*** RECORDS FOR THIS EXERCISE ***

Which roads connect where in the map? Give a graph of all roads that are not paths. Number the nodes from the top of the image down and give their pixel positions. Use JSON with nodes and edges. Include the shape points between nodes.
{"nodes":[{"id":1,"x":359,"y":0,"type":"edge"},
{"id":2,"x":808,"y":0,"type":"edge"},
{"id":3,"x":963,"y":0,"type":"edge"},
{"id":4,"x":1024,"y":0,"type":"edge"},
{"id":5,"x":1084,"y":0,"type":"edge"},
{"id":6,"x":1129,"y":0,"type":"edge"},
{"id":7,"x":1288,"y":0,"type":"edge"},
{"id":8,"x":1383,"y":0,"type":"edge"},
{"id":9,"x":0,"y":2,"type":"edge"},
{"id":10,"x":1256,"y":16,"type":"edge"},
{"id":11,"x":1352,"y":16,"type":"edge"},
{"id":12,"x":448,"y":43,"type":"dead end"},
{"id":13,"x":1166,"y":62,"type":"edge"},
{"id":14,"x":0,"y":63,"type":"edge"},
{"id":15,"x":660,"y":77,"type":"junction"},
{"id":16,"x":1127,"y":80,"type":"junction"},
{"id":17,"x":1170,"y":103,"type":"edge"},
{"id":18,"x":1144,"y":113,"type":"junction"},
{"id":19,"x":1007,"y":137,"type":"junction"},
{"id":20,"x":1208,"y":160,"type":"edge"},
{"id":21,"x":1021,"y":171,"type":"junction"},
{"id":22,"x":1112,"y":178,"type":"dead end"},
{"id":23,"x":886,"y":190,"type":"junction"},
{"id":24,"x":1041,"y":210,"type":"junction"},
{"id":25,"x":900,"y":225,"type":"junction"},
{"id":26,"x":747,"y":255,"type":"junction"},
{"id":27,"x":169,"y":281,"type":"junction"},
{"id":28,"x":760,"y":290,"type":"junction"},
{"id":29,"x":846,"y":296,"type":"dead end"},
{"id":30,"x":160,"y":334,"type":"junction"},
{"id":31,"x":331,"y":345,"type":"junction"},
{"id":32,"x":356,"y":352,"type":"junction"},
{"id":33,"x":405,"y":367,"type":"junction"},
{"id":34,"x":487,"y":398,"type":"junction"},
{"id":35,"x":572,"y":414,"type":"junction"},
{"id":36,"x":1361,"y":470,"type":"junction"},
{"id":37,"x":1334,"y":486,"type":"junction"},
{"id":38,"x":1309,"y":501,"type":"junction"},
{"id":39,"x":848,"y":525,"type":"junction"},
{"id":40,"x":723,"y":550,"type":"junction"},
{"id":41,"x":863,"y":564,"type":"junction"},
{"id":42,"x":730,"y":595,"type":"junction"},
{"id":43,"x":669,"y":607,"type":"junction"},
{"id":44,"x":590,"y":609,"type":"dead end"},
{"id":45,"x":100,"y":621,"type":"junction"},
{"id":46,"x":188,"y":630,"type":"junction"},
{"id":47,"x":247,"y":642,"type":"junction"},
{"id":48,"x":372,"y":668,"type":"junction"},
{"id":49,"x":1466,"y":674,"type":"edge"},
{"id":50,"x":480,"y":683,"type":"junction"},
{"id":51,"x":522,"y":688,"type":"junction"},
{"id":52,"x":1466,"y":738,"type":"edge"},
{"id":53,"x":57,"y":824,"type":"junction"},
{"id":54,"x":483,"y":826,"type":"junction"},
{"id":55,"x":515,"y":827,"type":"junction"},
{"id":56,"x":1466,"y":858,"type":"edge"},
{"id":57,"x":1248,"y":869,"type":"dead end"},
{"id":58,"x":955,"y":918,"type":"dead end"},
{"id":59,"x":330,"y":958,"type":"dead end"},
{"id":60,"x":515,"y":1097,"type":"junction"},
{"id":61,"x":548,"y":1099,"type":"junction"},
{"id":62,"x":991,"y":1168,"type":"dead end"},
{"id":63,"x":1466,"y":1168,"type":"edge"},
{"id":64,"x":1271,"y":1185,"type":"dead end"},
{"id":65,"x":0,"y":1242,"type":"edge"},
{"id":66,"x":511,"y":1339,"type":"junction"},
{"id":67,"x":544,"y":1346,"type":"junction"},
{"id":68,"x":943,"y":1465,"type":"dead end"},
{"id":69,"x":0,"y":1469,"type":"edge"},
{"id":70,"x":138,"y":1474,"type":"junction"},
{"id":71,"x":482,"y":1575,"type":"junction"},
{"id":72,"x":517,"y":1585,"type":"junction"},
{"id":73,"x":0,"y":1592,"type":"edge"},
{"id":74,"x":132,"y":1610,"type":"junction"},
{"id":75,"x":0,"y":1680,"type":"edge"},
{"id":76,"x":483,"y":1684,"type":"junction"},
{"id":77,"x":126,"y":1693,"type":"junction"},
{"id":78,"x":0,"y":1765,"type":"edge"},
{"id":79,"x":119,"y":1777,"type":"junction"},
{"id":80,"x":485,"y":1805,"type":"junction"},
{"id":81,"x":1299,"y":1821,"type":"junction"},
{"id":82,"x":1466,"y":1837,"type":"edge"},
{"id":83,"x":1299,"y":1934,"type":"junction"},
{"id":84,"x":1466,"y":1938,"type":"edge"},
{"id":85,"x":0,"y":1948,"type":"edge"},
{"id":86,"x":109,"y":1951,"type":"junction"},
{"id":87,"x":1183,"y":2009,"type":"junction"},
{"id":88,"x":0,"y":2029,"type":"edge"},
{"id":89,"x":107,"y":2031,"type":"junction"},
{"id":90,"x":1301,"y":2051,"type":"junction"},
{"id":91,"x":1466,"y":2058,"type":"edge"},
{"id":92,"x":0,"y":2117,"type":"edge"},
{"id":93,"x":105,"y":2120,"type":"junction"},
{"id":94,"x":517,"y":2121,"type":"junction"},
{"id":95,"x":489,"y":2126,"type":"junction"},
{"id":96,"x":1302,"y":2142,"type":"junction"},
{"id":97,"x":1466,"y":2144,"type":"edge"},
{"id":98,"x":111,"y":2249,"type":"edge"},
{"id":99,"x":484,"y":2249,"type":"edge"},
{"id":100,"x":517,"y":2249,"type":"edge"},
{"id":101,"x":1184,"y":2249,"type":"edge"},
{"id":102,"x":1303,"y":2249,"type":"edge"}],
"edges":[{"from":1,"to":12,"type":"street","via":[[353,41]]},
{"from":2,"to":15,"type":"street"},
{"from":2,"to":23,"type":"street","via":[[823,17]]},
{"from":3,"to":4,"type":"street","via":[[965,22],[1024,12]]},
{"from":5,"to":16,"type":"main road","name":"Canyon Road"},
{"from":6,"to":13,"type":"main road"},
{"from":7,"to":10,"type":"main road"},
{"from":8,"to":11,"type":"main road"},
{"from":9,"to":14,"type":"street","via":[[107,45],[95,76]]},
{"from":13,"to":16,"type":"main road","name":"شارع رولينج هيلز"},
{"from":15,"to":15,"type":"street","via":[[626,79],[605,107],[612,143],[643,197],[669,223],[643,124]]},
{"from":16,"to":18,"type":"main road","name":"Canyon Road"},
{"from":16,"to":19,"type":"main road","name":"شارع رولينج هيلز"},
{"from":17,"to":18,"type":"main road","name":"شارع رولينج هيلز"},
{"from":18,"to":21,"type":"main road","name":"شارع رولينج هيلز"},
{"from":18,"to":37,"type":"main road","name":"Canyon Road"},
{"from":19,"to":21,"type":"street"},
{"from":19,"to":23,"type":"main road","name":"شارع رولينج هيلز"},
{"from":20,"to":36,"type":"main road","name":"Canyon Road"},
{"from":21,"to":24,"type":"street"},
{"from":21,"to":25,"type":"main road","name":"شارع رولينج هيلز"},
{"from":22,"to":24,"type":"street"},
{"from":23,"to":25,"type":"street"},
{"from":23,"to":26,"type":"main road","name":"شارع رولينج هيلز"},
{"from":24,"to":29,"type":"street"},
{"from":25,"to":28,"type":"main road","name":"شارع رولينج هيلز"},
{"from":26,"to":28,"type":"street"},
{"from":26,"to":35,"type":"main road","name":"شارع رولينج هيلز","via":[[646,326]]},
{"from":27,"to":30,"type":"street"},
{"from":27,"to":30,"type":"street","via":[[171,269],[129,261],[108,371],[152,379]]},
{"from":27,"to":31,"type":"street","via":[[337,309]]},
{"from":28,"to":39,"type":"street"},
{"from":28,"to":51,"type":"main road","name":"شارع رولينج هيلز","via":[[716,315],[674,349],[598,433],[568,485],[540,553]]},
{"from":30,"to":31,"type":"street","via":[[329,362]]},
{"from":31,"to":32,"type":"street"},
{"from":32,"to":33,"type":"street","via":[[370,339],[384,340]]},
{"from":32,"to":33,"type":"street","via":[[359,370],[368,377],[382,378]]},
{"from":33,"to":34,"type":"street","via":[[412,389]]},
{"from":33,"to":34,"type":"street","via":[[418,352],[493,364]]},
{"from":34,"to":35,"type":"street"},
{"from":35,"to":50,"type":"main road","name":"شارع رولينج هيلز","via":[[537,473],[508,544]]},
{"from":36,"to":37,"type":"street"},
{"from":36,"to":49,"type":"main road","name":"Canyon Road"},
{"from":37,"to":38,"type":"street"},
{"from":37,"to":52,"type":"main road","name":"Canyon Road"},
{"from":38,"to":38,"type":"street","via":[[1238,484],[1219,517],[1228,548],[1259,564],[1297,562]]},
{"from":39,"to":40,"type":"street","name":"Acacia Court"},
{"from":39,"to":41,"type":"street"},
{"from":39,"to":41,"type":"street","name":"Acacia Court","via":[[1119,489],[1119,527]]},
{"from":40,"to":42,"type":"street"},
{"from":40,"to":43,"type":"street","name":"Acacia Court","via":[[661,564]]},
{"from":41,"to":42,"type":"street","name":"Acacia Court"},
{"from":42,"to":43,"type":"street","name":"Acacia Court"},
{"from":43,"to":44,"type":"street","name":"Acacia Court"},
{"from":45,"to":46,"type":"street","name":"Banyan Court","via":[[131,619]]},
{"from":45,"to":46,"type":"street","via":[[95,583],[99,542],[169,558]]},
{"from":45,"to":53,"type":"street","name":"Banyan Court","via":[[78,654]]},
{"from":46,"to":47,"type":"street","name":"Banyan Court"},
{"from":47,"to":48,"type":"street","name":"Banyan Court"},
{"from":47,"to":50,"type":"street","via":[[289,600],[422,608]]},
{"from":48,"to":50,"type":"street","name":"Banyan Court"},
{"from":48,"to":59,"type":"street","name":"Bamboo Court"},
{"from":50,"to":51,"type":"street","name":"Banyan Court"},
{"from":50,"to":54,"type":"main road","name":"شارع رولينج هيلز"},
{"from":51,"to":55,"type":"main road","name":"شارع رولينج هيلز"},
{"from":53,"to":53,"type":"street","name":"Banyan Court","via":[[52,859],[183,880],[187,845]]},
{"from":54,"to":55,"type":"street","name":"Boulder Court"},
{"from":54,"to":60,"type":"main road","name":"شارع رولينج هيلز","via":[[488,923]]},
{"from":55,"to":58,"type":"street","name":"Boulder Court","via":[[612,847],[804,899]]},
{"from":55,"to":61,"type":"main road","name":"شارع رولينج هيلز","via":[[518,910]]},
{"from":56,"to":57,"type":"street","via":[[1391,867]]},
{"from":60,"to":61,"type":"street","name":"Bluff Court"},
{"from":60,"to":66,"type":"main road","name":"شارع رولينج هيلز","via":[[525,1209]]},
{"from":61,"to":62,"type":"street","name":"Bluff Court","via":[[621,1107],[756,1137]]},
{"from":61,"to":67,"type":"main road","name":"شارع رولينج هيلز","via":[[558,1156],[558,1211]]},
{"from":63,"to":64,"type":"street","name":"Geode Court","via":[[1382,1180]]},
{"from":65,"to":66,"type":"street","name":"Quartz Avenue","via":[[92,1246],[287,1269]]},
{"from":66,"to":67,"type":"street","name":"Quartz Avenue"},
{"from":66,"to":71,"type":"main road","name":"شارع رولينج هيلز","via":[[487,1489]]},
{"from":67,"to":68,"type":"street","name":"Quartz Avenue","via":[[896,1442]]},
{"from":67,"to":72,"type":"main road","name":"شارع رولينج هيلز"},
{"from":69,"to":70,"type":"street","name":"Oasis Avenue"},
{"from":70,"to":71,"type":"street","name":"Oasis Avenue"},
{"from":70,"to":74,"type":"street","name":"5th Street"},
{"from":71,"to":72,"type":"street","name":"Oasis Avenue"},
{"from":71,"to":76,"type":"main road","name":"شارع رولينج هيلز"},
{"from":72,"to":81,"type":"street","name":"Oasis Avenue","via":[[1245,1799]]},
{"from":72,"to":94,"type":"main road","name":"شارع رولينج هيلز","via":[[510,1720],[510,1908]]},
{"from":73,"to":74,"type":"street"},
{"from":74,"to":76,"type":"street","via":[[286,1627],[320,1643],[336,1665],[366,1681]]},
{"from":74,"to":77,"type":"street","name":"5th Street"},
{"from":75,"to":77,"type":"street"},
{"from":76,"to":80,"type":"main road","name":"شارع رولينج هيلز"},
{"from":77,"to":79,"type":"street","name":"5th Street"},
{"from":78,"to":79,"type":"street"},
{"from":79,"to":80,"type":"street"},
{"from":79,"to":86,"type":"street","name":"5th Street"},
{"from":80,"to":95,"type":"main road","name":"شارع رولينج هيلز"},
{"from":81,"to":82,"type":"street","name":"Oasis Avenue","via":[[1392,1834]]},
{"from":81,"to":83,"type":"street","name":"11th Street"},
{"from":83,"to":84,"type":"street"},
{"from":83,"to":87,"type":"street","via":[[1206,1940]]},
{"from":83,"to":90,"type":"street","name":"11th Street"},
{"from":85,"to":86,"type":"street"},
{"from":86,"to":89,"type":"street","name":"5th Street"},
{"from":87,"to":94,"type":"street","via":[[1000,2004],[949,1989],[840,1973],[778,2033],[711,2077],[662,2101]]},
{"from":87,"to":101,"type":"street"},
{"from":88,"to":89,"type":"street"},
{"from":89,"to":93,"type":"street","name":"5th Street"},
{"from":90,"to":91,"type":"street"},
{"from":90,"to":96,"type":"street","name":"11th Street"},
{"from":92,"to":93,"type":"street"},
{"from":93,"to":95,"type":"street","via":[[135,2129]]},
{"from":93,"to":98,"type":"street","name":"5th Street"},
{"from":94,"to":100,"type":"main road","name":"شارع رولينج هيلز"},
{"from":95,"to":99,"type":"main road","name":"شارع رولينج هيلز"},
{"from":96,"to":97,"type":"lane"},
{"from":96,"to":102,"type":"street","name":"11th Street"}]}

***

[WHAT YOU NEED TO DO] Wherever a line of the entries holds the string "Canyon", copy that line.

[SOLUTION FOR THIS TASK]
{"from":5,"to":16,"type":"main road","name":"Canyon Road"},
{"from":16,"to":18,"type":"main road","name":"Canyon Road"},
{"from":18,"to":37,"type":"main road","name":"Canyon Road"},
{"from":20,"to":36,"type":"main road","name":"Canyon Road"},
{"from":36,"to":49,"type":"main road","name":"Canyon Road"},
{"from":37,"to":52,"type":"main road","name":"Canyon Road"},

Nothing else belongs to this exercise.